Prozessausgang und Nachwirkung
Cicero war erfolgreich: Caelius wurde freigesprochen und konnte seine politische Karriere fortsetzen. Auch die Nachwelt nahm die Geschichte um Caelius und Clodia weitgehend für bare Münze, obwohl sie offenbar stark übertrieben oder sogar erfunden war.

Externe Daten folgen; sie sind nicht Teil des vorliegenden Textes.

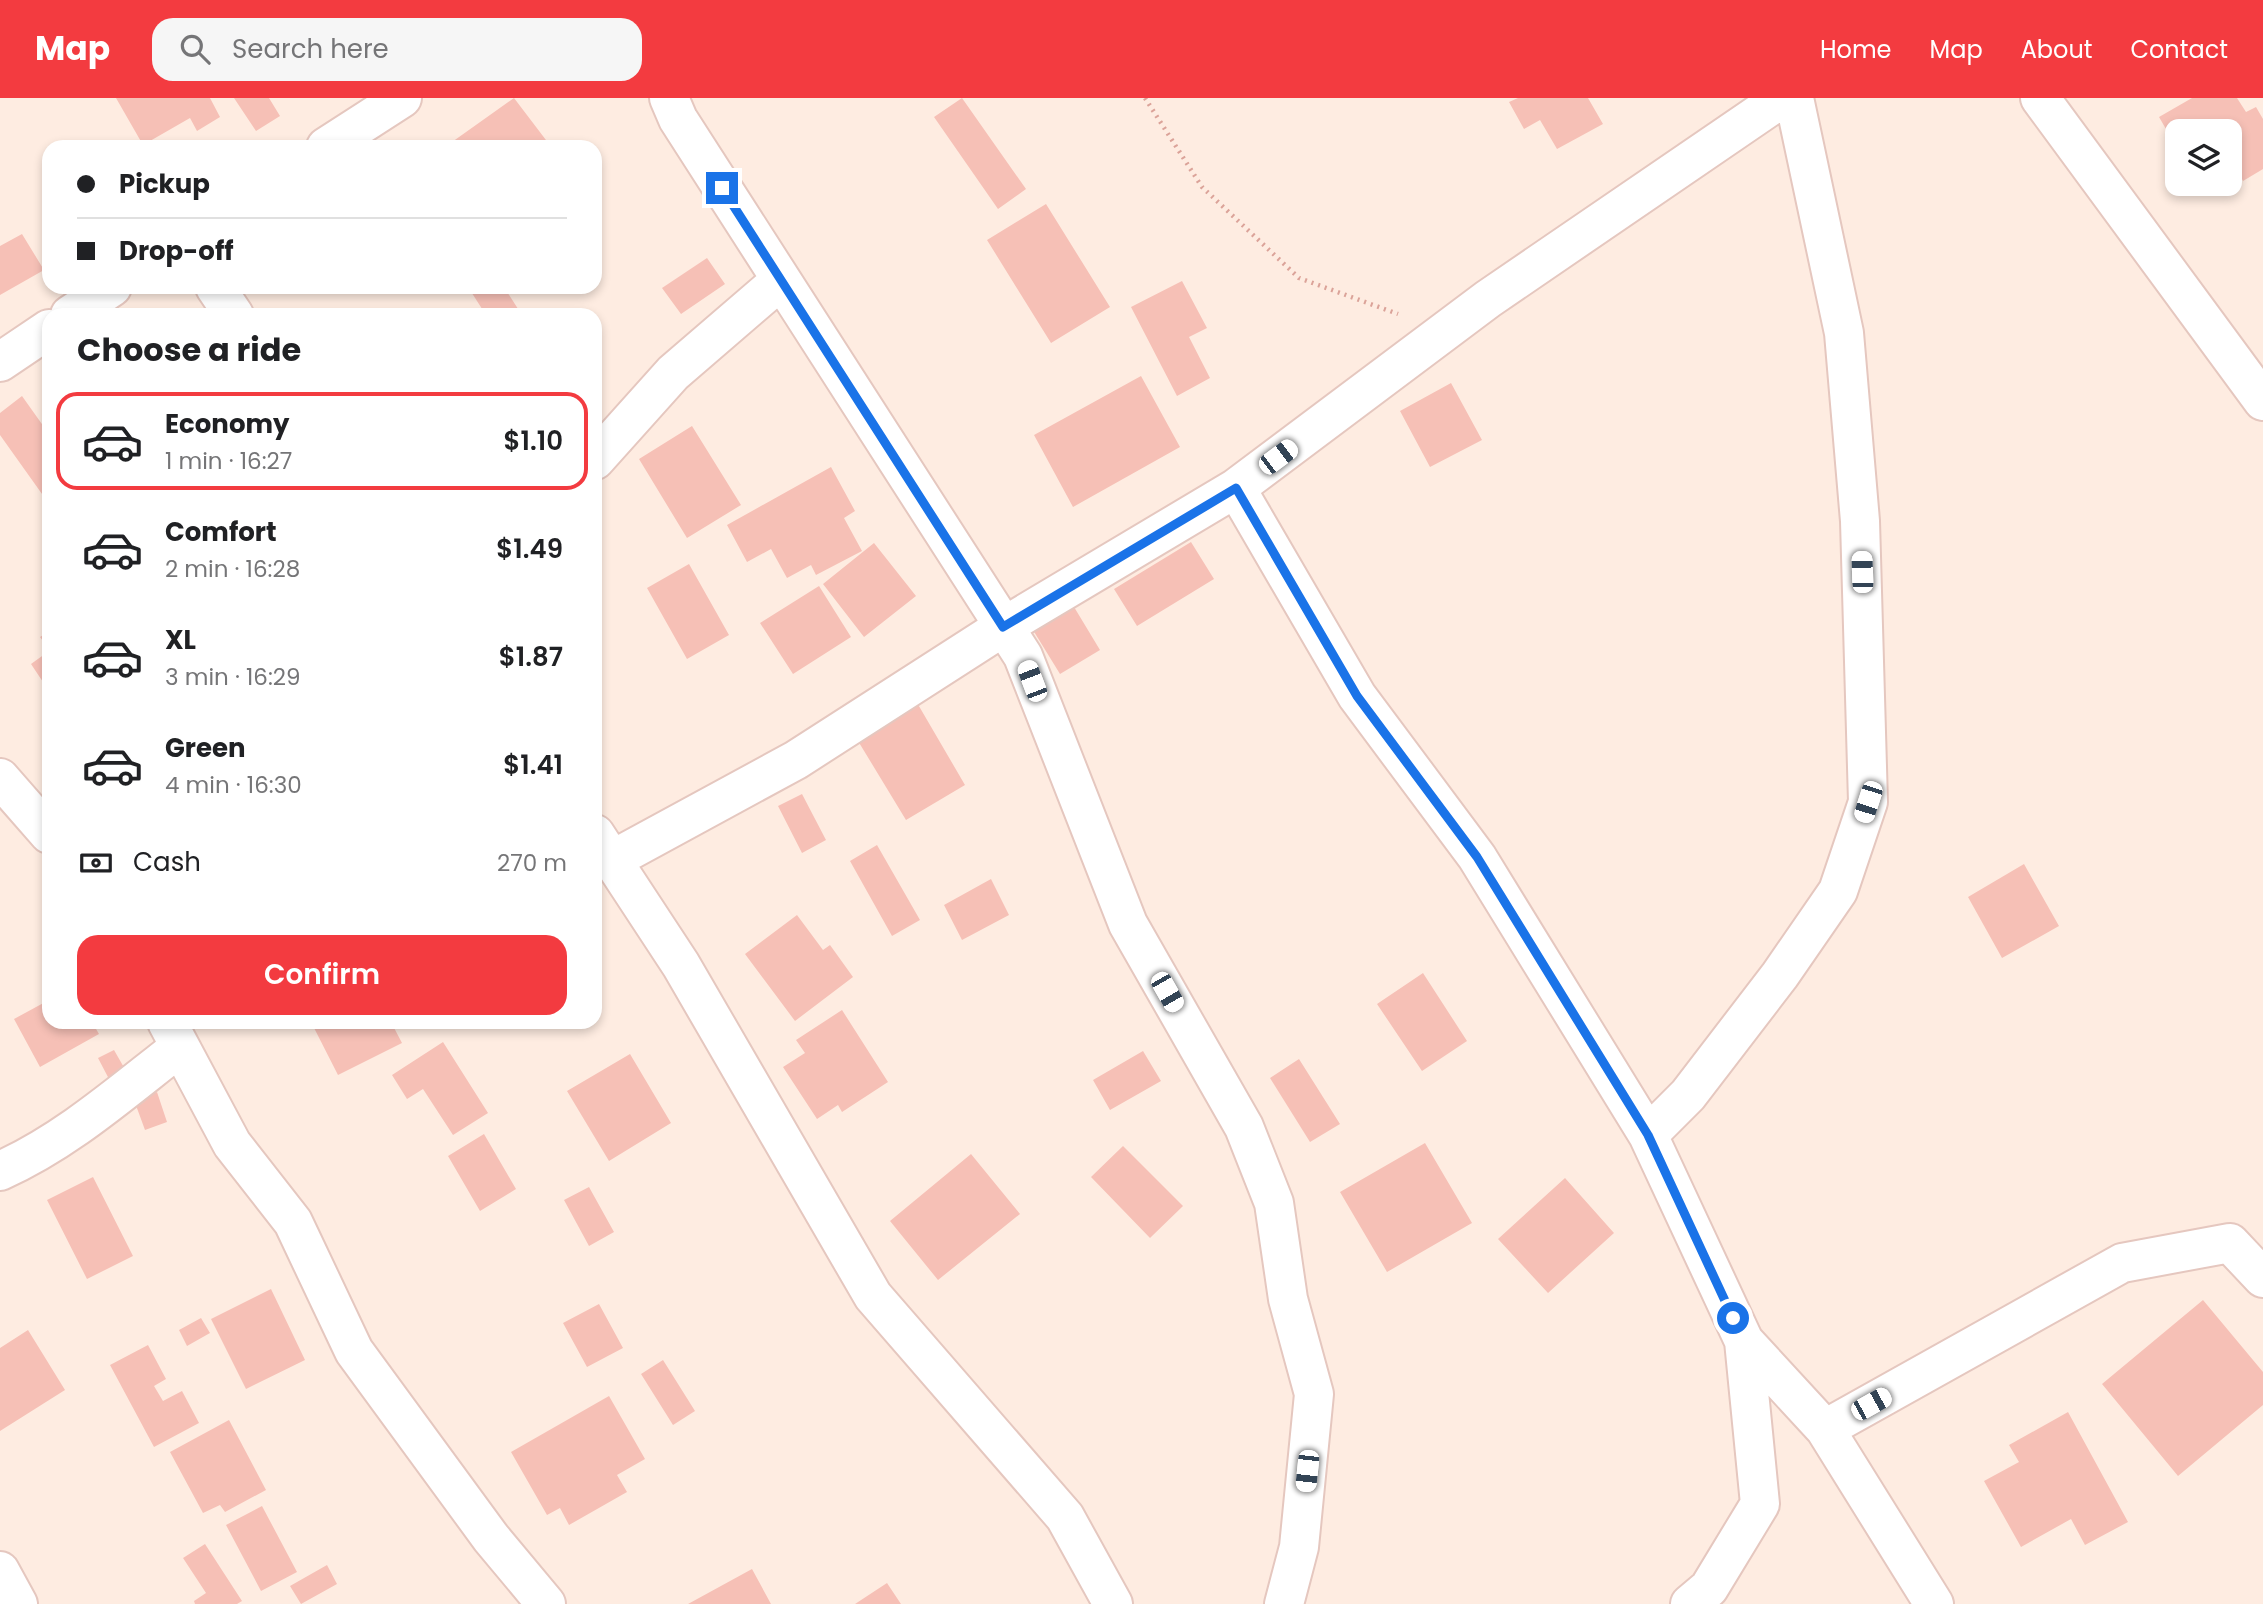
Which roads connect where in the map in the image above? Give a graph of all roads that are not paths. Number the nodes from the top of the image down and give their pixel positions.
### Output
1 (402, 98) edge
2 (669, 98) edge
3 (1782, 98) edge
4 (1794, 98) edge
5 (2040, 98) edge
6 (337, 140) edge
7 (781, 279) junction
8 (102, 294) edge
9 (80, 308) edge
10 (42, 334) edge
11 (0, 362) edge
12 (2263, 401) edge
13 (602, 452) edge
14 (1236, 488) junction
15 (1003, 627) junction
16 (0, 778) edge
17 (42, 826) edge
18 (603, 847) edge
19 (174, 1034) edge
20 (1648, 1135) junction
21 (0, 1171) edge
22 (2263, 1279) edge
23 (1744, 1341) junction
24 (1825, 1429) junction
25 (0, 1571) edge
26 (18, 1604) edge
27 (546, 1604) edge
28 (1113, 1604) edge
29 (1284, 1604) edge
30 (1690, 1604) edge
31 (1934, 1604) edge

1 - 6 street
2 - 7 street
3 - 14 street
4 - 20 street
5 - 12 street
7 - 13 street
7 - 15 street
8 - 9 street
10 - 11 street
14 - 15 street
14 - 20 street
15 - 18 street
15 - 29 street
16 - 17 street
18 - 28 street
19 - 21 street
19 - 27 street
20 - 23 street
22 - 24 street
23 - 24 street
23 - 30 street
24 - 31 street
25 - 26 street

Die Rede bietet tiefe Einblicke in die Moralvorstellungen der späten Römischen Republik. Cicero appelliert an die Milde gegenüber der Jugend und beschreibt die Sitten der Oberschicht in farbenfrohen, beinahe heiteren Tönen. Gleichzeitig offenbart sich seine Resignation angesichts der politischen Unruhe jener Zeit.

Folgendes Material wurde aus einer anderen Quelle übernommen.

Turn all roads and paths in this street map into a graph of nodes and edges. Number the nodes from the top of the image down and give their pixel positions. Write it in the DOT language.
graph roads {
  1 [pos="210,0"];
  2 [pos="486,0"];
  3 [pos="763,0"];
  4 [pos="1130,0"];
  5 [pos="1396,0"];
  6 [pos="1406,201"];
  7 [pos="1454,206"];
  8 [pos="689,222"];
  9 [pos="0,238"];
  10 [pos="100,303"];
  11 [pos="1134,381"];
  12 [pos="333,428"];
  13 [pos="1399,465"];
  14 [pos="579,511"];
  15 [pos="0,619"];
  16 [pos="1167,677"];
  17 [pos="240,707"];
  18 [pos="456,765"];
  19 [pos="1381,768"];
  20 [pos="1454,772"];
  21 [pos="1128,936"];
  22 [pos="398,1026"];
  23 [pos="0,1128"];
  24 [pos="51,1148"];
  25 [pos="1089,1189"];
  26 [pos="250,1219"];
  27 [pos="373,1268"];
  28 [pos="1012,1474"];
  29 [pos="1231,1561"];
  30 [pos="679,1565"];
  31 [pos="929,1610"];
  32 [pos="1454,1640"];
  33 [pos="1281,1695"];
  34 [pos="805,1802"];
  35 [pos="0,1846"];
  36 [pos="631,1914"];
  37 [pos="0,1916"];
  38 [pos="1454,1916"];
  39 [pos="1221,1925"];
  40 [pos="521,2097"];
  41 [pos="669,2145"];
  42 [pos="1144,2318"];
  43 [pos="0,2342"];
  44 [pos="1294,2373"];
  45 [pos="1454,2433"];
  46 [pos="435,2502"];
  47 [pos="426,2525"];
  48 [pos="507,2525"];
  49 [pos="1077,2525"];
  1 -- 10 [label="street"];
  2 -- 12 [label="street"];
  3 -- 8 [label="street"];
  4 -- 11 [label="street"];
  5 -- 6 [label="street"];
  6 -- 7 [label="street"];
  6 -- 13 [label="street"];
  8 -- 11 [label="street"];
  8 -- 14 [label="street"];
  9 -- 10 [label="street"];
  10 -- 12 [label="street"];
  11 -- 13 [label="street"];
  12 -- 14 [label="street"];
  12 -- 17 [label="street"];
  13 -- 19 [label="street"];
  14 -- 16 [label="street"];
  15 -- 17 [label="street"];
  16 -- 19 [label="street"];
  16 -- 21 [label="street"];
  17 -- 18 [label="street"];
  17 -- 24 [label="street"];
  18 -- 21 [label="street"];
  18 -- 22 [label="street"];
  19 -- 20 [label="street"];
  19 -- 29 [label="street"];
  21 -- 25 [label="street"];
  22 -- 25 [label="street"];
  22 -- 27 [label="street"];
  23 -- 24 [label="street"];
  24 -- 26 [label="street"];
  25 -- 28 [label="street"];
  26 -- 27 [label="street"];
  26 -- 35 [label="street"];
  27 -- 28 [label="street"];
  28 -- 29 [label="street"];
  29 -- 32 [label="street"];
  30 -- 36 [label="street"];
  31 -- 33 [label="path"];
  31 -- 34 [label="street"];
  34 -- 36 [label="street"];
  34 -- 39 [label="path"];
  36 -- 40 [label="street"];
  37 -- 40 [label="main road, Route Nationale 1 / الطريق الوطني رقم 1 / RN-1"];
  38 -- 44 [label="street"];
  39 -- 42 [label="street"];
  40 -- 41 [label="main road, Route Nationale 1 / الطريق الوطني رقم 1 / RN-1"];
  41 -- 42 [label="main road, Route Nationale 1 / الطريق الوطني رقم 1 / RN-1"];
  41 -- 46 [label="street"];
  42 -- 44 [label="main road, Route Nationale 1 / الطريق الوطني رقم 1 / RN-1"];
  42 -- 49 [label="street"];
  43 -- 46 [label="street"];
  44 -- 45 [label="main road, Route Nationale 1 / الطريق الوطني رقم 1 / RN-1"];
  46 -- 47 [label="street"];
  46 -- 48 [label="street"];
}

Weitere Entwicklung des Caelius
Caelius selbst erfüllte die Erwartungen Ciceros nicht. Zunächst machte er Karriere in der Senatsaristokratie, wechselte aber später zu Caesar. Kurz vor Ausbruch des Bürgerkriegs bekannte er sich zu einer opportunistischen Maxime:
„Solange politisch gestritten wird, stehe man auf der anständigeren Seite, doch im Krieg auf der stärkeren.“
48 v. Chr. kam er als Prätor durch radikale Schuldenerlass-Forderungen in Konflikt mit Caesar und fiel schließlich in den Unruhen, die er selbst geschürt hatte. Cicero, der ihn einst gefördert hatte, zog in seinem Werk „Brutus“ ein ernüchterndes Fazit:
„Er war mit vollem Einverständnis der Rechtschaffenen zum kurulischen Ädil geworden; dann verließ er sich selbst und ging zugrunde, als er jenen nachzueifern begann, die er zuvor erfolgreich bekämpft hatte.“
Literatur
Kommentierte Ausgaben
- J. van Wageningen: M. Tulli Ciceronis oratio pro M. Caelio, Groningen 1908.

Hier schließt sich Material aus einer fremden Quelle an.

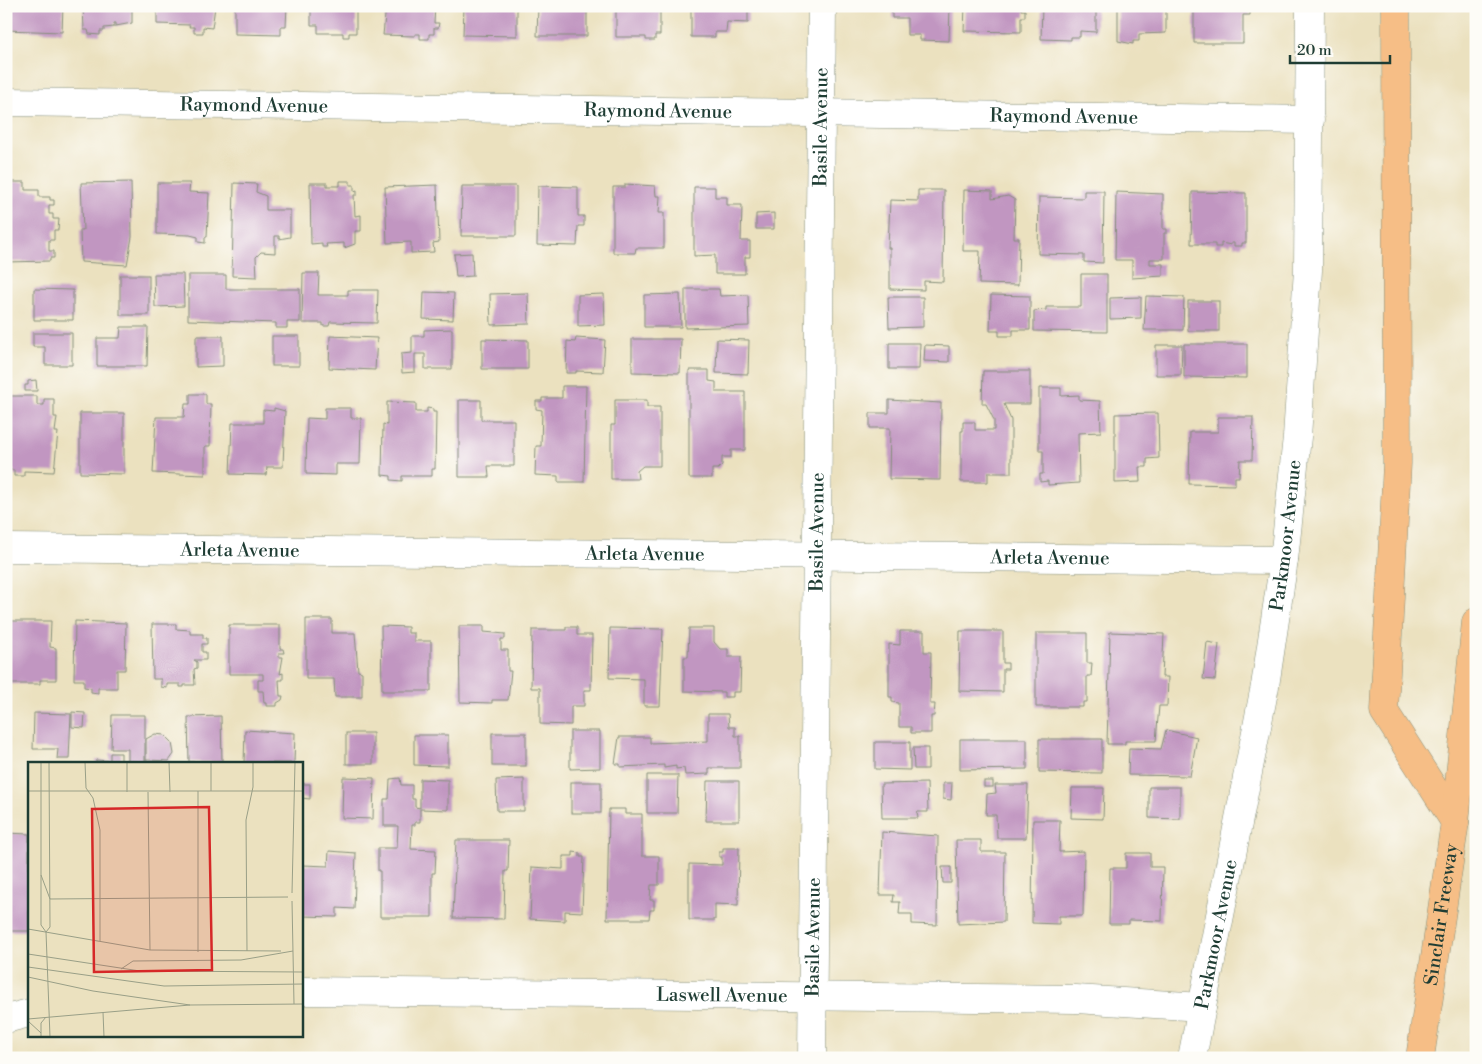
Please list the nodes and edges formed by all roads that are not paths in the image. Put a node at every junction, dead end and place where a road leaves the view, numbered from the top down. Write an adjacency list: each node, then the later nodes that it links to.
1 (822, 6): 5 (street, Basile Avenue)
2 (1310, 6): 6 (street, Parkmoor Avenue)
3 (1396, 6): 11 (highway)
4 (6, 102): 5 (street, Raymond Avenue)
5 (821, 115): 6 (street, Raymond Avenue); 8 (street, Basile Avenue)
6 (1310, 120): 9 (street, Parkmoor Avenue)
7 (6, 548): 8 (street, Arleta Avenue)
8 (817, 556): 9 (street, Arleta Avenue); 13 (street, Basile Avenue)
9 (1284, 560): 14 (street, Parkmoor Avenue)
10 (1476, 622): 11 (highway, Sinclair Freeway)
11 (1455, 822): 19 (highway, Sinclair Freeway)
12 (302, 991): 13 (street, Laswell Avenue)
13 (812, 998): 14 (street, Laswell Avenue); 17 (street, Basile Avenue)
14 (1202, 1007): 18 (street, Parkmoor Avenue)
15 (28, 1013): 16 (street)
16 (6, 1019)
17 (812, 1058)
18 (1192, 1058)
19 (1420, 1058)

- R. G. Austin: M. Tulli Ciceronis Pro M. Caelio oratio, Oxford 1960.
Abhandlungen
- R. Heinze: Ciceros Rede Pro Caelio, in: Hermes 60 (1925), S. 193–258.
- K. A. Geffcken: Comedy in the Pro Caelio, Mnemosyne, Supplement 30, Leiden 1973.
- C. J. Classen: Ciceros Rede für Caelius, in: Aufstieg und Niedergang der römischen Welt, hrsg. von H. Temporini, I 3, Berlin-New York 1973, S. 60–94.
- W. Stroh: Taxis und Taktik – Ciceros Gerichtsreden, Stuttgart 1975, S. 243–303.
- E. S. Ramage: Strategy and Methods in Cicero's Pro Caelio, in: Atene e Roma 30 (1985), S. 1–8.
- H. C. Gotoff: Cicero's Analysis of the Prosecution Speeches in the Pro Caelio, in: Classical Philology 81 (1986), S. 122–132.
- Chr. P. Craig: Reason, Resonance, and Dilemma in Cicero's Speech for Caelius, in: Rhetorica 7 (1989), S. 313–328.